Strip the pictures, then copy the remaining data exactly as it stands.
#####
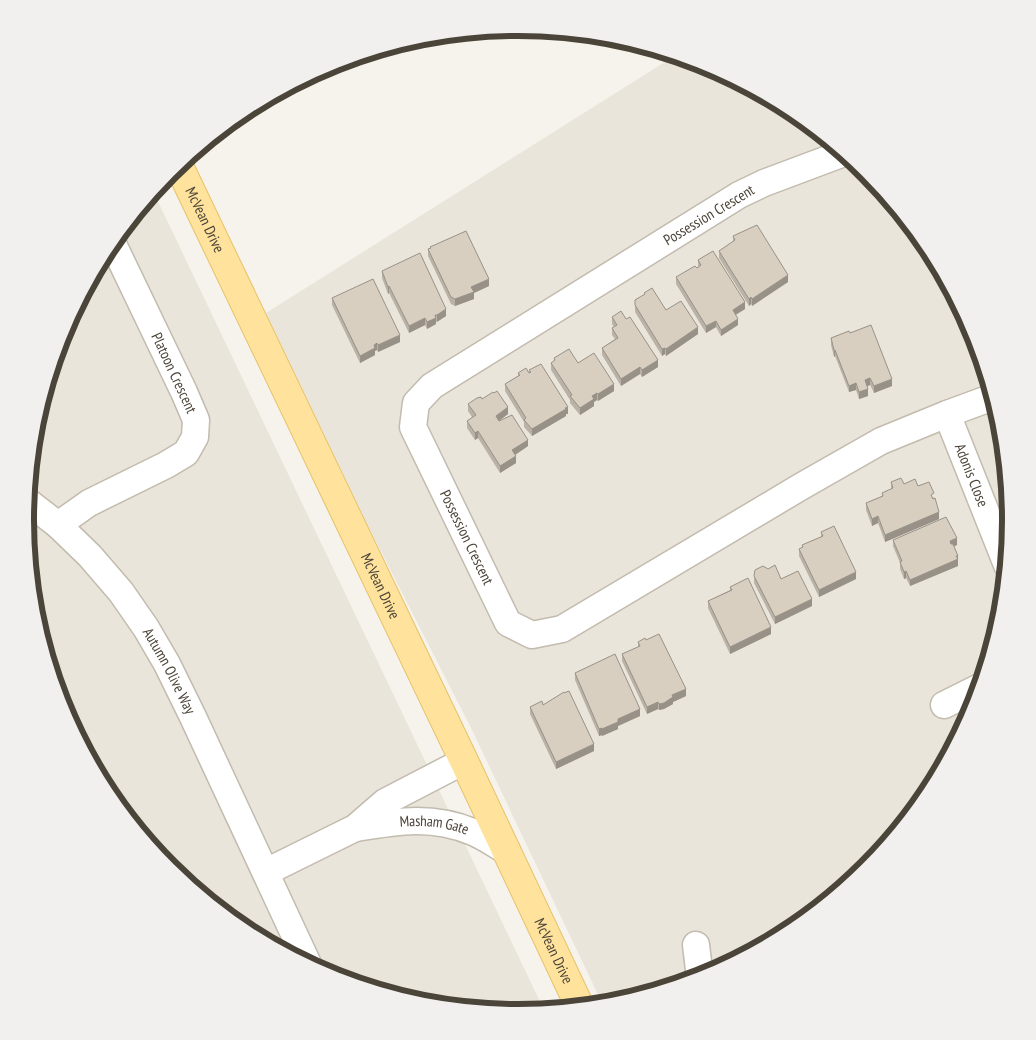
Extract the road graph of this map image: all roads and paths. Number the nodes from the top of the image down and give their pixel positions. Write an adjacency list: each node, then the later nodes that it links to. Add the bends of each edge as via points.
1 (837, 156): 5 (street, Possession Crescent, via 739,195 432,386 416,403 413,427 508,623 532,635 562,629 881,441)
2 (182, 172): 11 (main road, McVean Drive)
3 (116, 250): 7 (street, Platoon Crescent, via 196,420 195,437 186,453 89,503)
4 (987, 400): 5 (street, Possession Crescent)
5 (948, 414): 8 (street, Adonis Close)
6 (34, 507): 7 (street, Autumn Olive Way)
7 (58, 525): 14 (street, Autumn Olive Way, via 121,592 146,628 167,664)
8 (1001, 553)
9 (970, 692): 10 (street)
10 (944, 705)
11 (464, 761): 12 (street, Masham Gate, via 385,802); 13 (main road, McVean Drive)
12 (355, 828): 13 (street, Masham Gate, via 429,820 475,832); 14 (street, Masham Gate)
13 (507, 851): 18 (main road, McVean Drive)
14 (266, 872): 16 (street, Autumn Olive Way)
15 (696, 945): 17 (street)
16 (303, 954)
17 (699, 969)
18 (577, 1000)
#####
Answer to this problem ::
Extract the road graph of this map image: all roads and paths. Number the nodes from the top of the image down and give their pixel positions. Write an adjacency list: each node, then the later nodes that it links to. Add the bends of each edge as via points.
1 (837, 156): 5 (street, Possession Crescent, via 739,195 432,386 416,403 413,427 508,623 532,635 562,629 881,441)
2 (182, 172): 11 (main road, McVean Drive)
3 (116, 250): 7 (street, Platoon Crescent, via 196,420 195,437 186,453 89,503)
4 (987, 400): 5 (street, Possession Crescent)
5 (948, 414): 8 (street, Adonis Close)
6 (34, 507): 7 (street, Autumn Olive Way)
7 (58, 525): 14 (street, Autumn Olive Way, via 121,592 146,628 167,664)
8 (1001, 553)
9 (970, 692): 10 (street)
10 (944, 705)
11 (464, 761): 12 (street, Masham Gate, via 385,802); 13 (main road, McVean Drive)
12 (355, 828): 13 (street, Masham Gate, via 429,820 475,832); 14 (street, Masham Gate)
13 (507, 851): 18 (main road, McVean Drive)
14 (266, 872): 16 (street, Autumn Olive Way)
15 (696, 945): 17 (street)
16 (303, 954)
17 (699, 969)
18 (577, 1000)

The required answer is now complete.